I dusted that bitch down.  I wiped down all the ledges.  I windexed the hell out of the store.  I organized, I re-arranged, I tidied.  I re-folded t-shirts and handed out stickers to little girls that straggled into the store, pulling on the shirt hems of their papas as said papas debated the angle of stem length on their headsets and choose between different frame sizes on the bike.

I did not avail myself of FaceBook, or Tumbler, or Kickstarter.  I did not Tweet about the famous person that bought a bicycle there.  I did not post something to Mission Mission blog or interface with anyone via Skype.  I just practised being a worker amongst workers.

I smiled.

I answered phones.

I played nice music for the store.

I agreed to pick up a weekend shift, sigh.  But I did not agree to work split days off.  I will either have to work a Saturday or a Sunday, but I will still have two days in a row off.  I will not sacrifice my days off.

I let them take my picture for the “year book” photo and I thanked the photographer.

I was nice.  I was pleasant.  I said thank you.  I restrained my tongue when I wanted to be cutting and I sat through the staff meeting without saying anything.

Well, I introduced myself.  I quietly acknowledged that I was the one who gave the girl the cup of tea, really, nobody else would have done that, I am surgically attached to the tea-pot; but other than that, nothing.  I just listened.

I listened and I kept my opinion to myself.

There may come a time when I say more or do more than I am currently.  I can already feel a lot of the load shifting from the GM’s shoulders to mine, imperceptibly he keeps adding things on to my job description.  I have also let go of the idea that he’s going to acknowledge when I do extra work or go above and beyond.

He doesn’t notice it.  And that’s ok.

I really thought I might get a little acknowledgement or a pat on the back for some of the things I have done for the store in the brief time I have been there, but I did not.

Rather, I get to receive acknowledgement when the check is deposited to my account.

The other thing that Carolyn and I talked about last night was that I am an employee.  I am going to stop looking at the GM as any kind of personal friend.  He’s just some one I get to be employed by.  I keep my opinions about others to myself and my opinions about him and the business to myself as well.

I do my job and I leave.

That’s it.

I do my job, well, I should add, and I leave.
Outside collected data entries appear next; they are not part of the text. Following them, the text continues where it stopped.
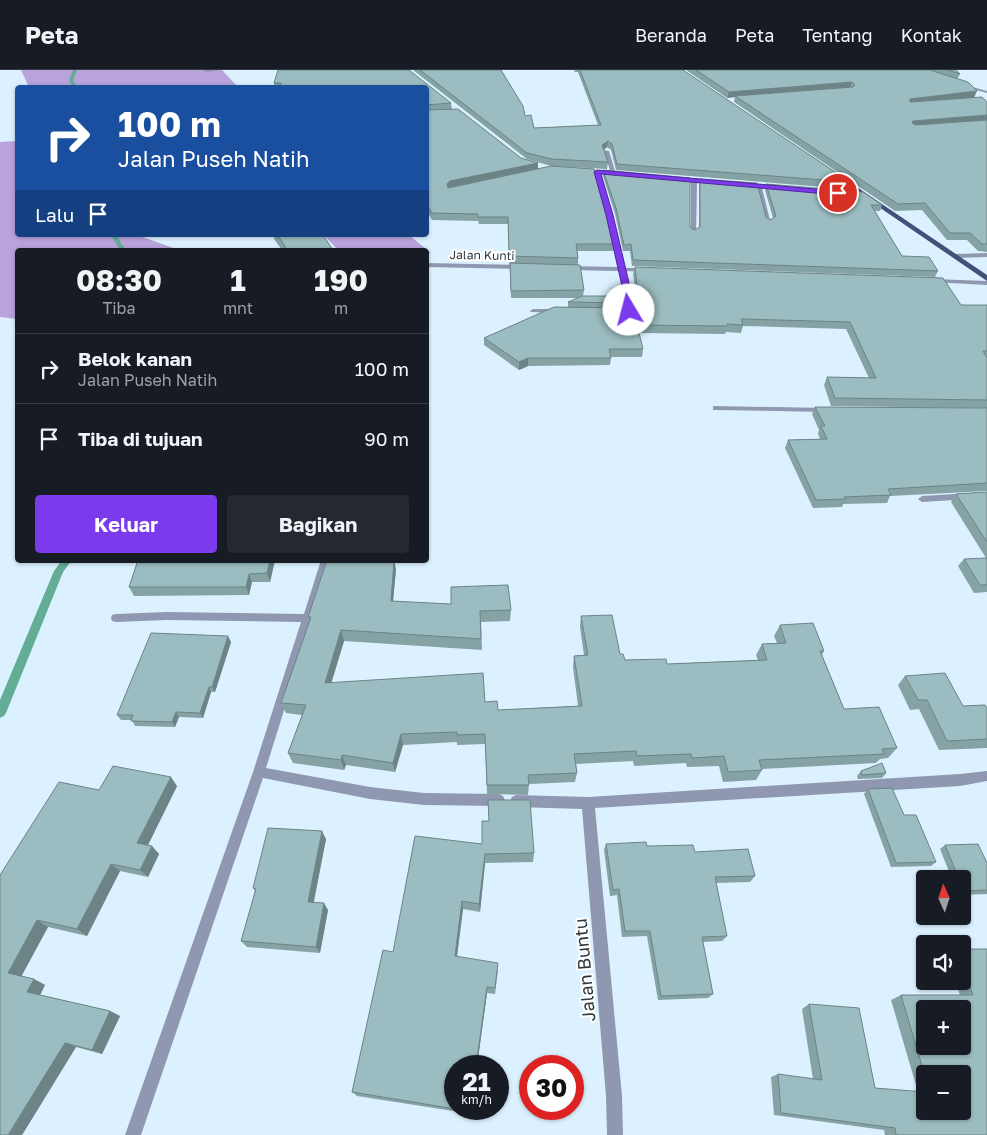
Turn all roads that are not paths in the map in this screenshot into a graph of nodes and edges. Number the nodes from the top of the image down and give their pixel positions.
1 (218, 70) edge
2 (206, 71) edge
3 (960, 84) edge
4 (987, 92) edge
5 (606, 152) edge
6 (578, 171) edge
7 (597, 172) junction
8 (832, 172) edge
9 (613, 173) junction
10 (622, 174) edge
11 (667, 178) edge
12 (694, 181) junction
13 (722, 183) edge
14 (741, 184) edge
15 (759, 186) junction
16 (784, 188) edge
17 (847, 193) edge
18 (863, 194) junction
19 (769, 223) edge
20 (694, 233) edge
21 (987, 255) edge
22 (955, 256) junction
23 (429, 265) edge
24 (526, 267) edge
25 (564, 268) edge
26 (622, 270) junction
27 (651, 271) edge
28 (928, 280) edge
29 (987, 281) edge
30 (533, 311) dead end
31 (563, 312) edge
32 (612, 312) edge
33 (716, 408) dead end
34 (836, 410) edge
35 (987, 495) edge
36 (922, 499) edge
37 (325, 563) edge
38 (116, 618) dead end
39 (307, 618) junction
40 (259, 772) junction
41 (987, 776) edge
42 (588, 803) junction
43 (134, 1135) edge
44 (615, 1135) edge

1 - 2 street
3 - 4 street
5 - 9 street
6 - 7 street
7 - 9 street
7 - 26 street
8 - 18 main road
9 - 10 street
11 - 12 street
12 - 13 street
12 - 20 street
14 - 15 street
15 - 16 street
15 - 19 street
17 - 18 street
18 - 22 main road
21 - 22 street
22 - 29 main road
23 - 24 street, Jalan Kunti
25 - 26 street
26 - 27 street
26 - 32 street
28 - 29 street
30 - 31 street
33 - 34 street
35 - 36 street
37 - 39 street
38 - 39 street
39 - 40 street
40 - 42 street
40 - 43 street
41 - 42 street
42 - 44 street, Jalan Buntu

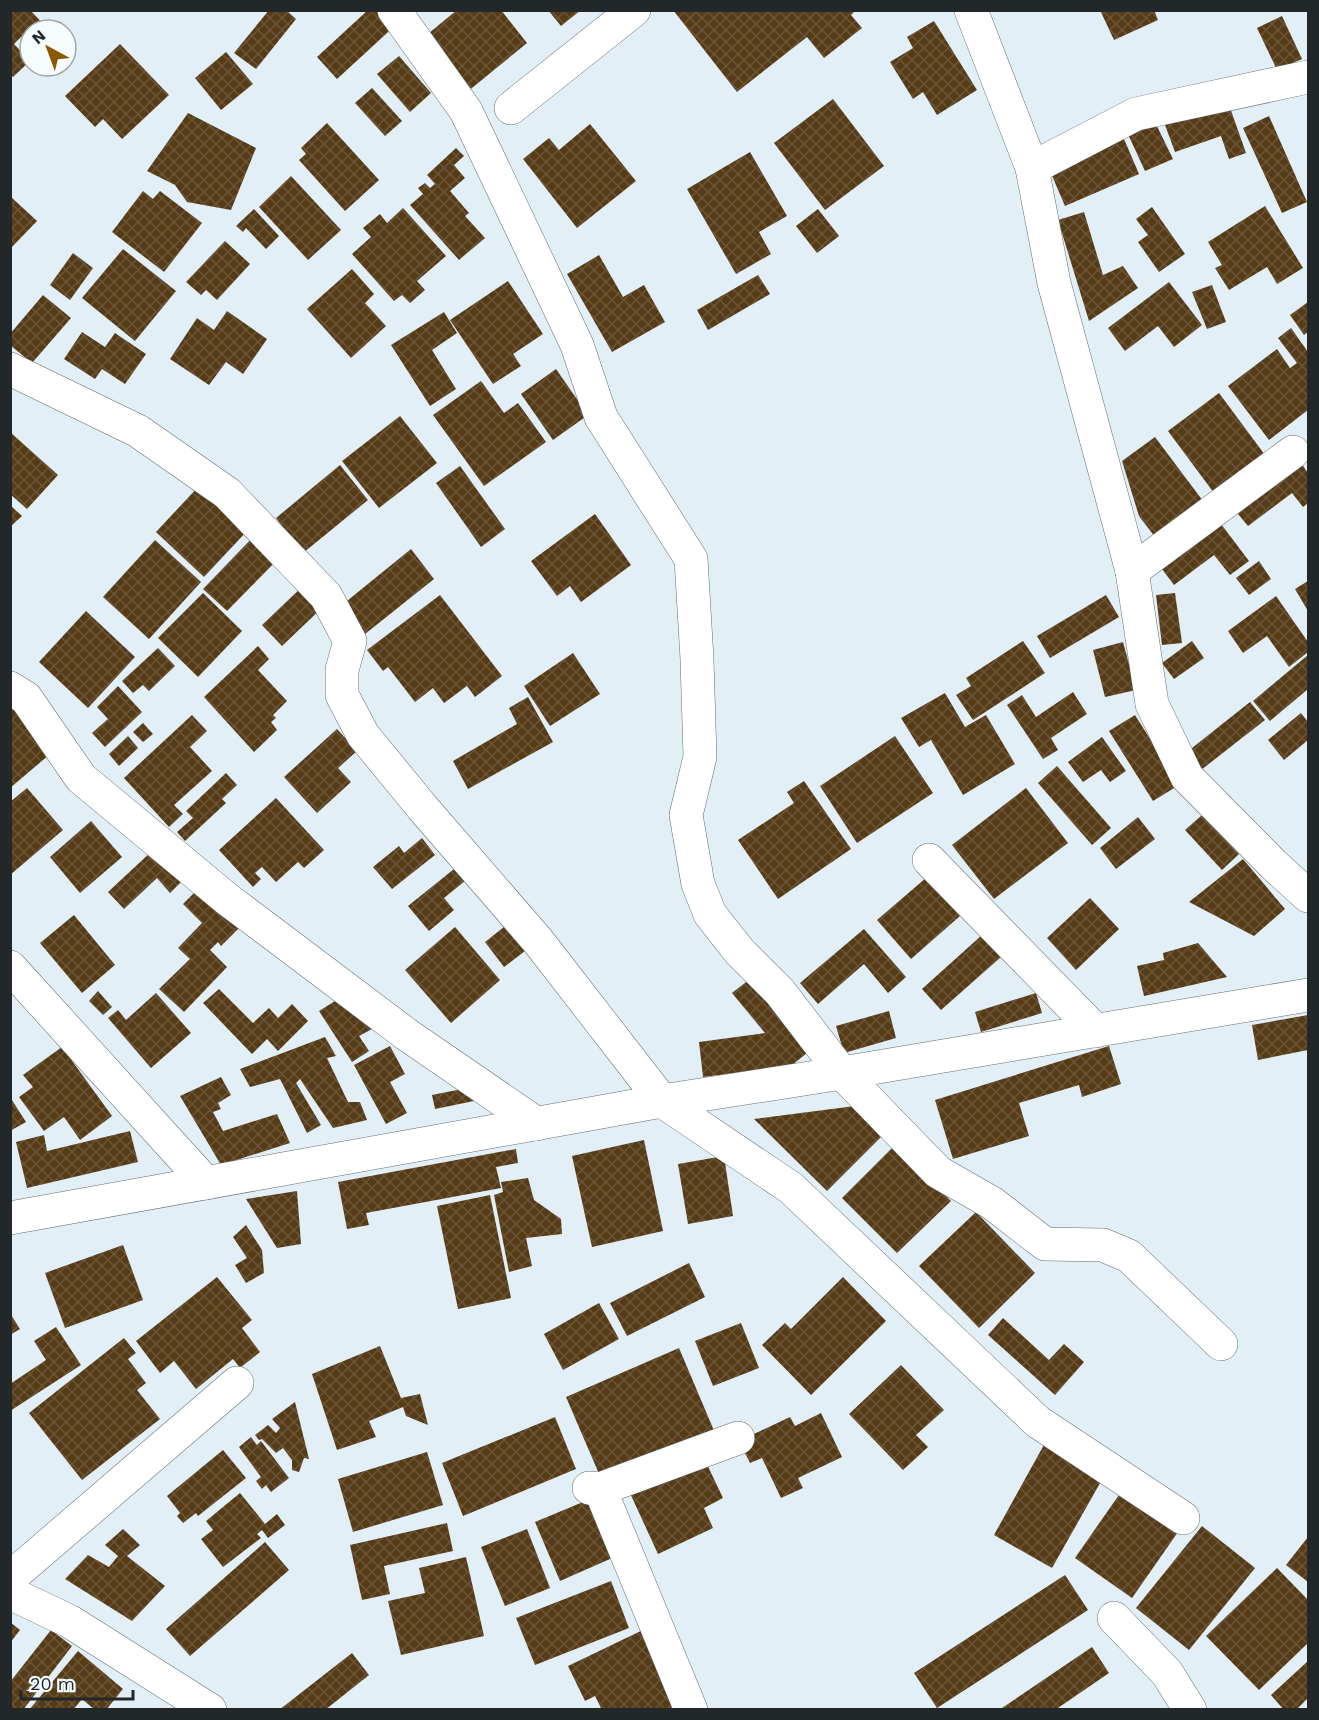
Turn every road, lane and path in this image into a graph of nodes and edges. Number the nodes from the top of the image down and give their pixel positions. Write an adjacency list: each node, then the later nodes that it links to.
1 (394, 10): 16 (street)
2 (634, 10): 5 (street)
3 (971, 10): 6 (street)
4 (1308, 78): 6 (street)
5 (511, 108)
6 (1032, 168): 9 (street)
7 (10, 369): 17 (street)
8 (1293, 452): 9 (street)
9 (1132, 571): 12 (street)
10 (10, 688): 18 (street)
11 (929, 860): 15 (street)
12 (1308, 896)
13 (10, 967): 19 (street)
14 (1308, 995): 15 (street)
15 (1096, 1031): 16 (street)
16 (842, 1073): 17 (street); 21 (street)
17 (662, 1101): 18 (street); 24 (street)
18 (537, 1124): 19 (street)
19 (206, 1182): 20 (street)
20 (10, 1218)
21 (1221, 1344)
22 (237, 1383): 25 (street)
23 (738, 1438): 29 (street)
24 (1183, 1518)
25 (10, 1578)
26 (10, 1593): 28 (street)
27 (1114, 1618): 30 (street)
28 (210, 1710)
29 (691, 1710)
30 (1190, 1710)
The acknowledgement, aside from the paycheck, and getting to build an awesome, fantastical, brilliantly mine bike, at wholesale cost rather than retail, is in the job well done.

That is it.

I don’t need to be Yelped.  I don’t need to be told I do a good job.  I don’t need to be told that I am doing really well troubleshooting.  I don’t need to be told how efficient I am becoming–because I know.

I know I am getting better and I know where I have already made improvements.  And despite wanting to smack my GM’s hand away from the slightly askew postcard (how come it felt like I was being scolded when he put it back in its place?  I wanted to stand up and holler at him–hey, motherfucker, did you not notice that I dusted every freaking ledge in the shop, wiped down every counter top, re-folded all the t-shirts, addressed the 25 e-mails that were in the inbox, took out the recycling, packaged up a shipment to Brazil–which I had been told was impossible to ship to, but I figured out how, processed a bunch of online sales, negotiated the schedules of three mechanics to assist in a customer build together, and….)

….and what did you do?  You walked into the store, looked down at me as I sipped my cup of tea, tisked, and picked up the postcard that was mislayed–I had given it to a customer to describe what other shops were around and he’d just set it back down on top of the pile wrong–and looked at me like I was the laziest do nothingest, tea drinking waste of a paycheck).

Gosh.

Did I want to smack you?

Maybe.

Did I want to say something.

Maybe.

Did I?

Nope.

Because today I am practising restraint of tongue.  Tomorrow it will be restraint of e-mail.  I did not participate in the shop gossip and I did my job well today.

And regardless of my status as the only representative of the female gender in the meeting tonight.  I know my value very well.

Just another worker amongst workers.